Netflix is investing heavily in its future by acquiring Warner Bros. Discovery for $82.7 billion. The deal would boost Netflix’s content library and original content creation capabilities. However, investors have been negatively affected by the news, with the stock down over 22% in the last three months.
Despite the uncertainty surrounding the deal, Netflix remains a high-conviction buy due to its steady growth prospects and strong financial performance. The company has built its streaming empire from scratch and disrupted the entire movie and television industry.
Netflix’s content strategy is crucial, but so is content distribution. Leveraging Warner Bros.’ franchises on Netflix’s platform could be widely successful. If the deal goes through, Netflix would gain access to popular titles like Harry Potter, DC universe, and HBO content.

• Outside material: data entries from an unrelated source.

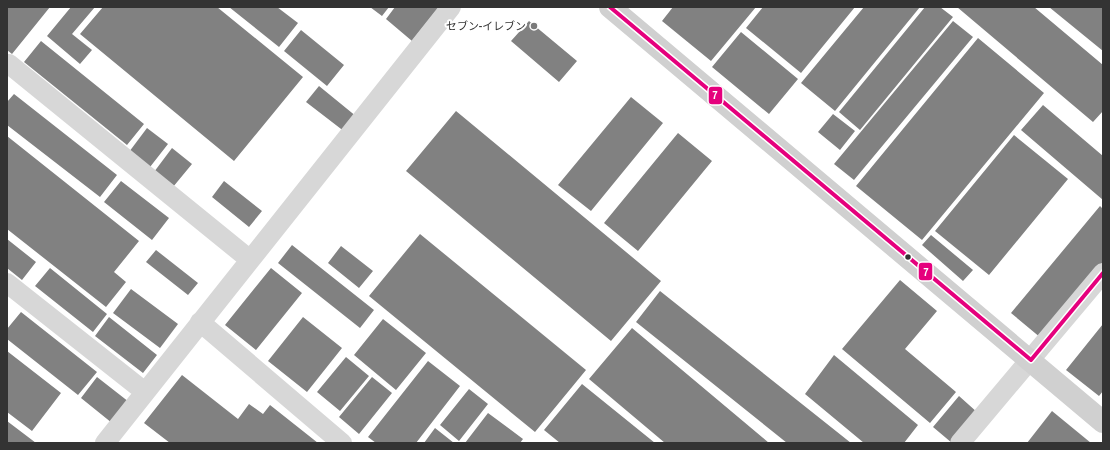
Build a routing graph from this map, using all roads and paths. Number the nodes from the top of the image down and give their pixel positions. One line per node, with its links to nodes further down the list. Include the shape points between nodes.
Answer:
1 (451, 7): 4 (street)
2 (610, 7): 8 (street)
3 (9, 64): 4 (street)
4 (249, 259): 7 (street)
5 (1103, 273): 8 (street)
6 (7, 283): 9 (street)
7 (200, 322): 9 (street); 12 (street)
8 (1031, 360): 10 (street); 13 (street)
9 (145, 392): 11 (street)
10 (1103, 422)
11 (105, 443)
12 (342, 443)
13 (960, 443)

The company has a well-oiled machine that has become a staple in many households. It has achieved considerable success in developing its own content, producing several standout films, and steadily boosting its subscriber base despite reduced spending.
Netflix’s financial performance is also strong, with a low debt-to-equity ratio and consistent profitability. The company’s price-to-earnings ratio is 40.4, which is still on the expensive side but represents a better value than its 10-year median price-to-sales ratio.
If the Warner Bros. deal doesn’t go through, Netflix remains a high-margin industry leader at a reasonable valuation. It has continued to grow earnings even as people have pulled back on discretionary goods and services.
In conclusion, Netflix is a no-brainer buy for long-term growth stock investors despite the uncertainty surrounding its acquisition of Warner Bros. Discovery. The company’s steady growth prospects, strong financial performance, and solid content strategy make it an attractive investment opportunity.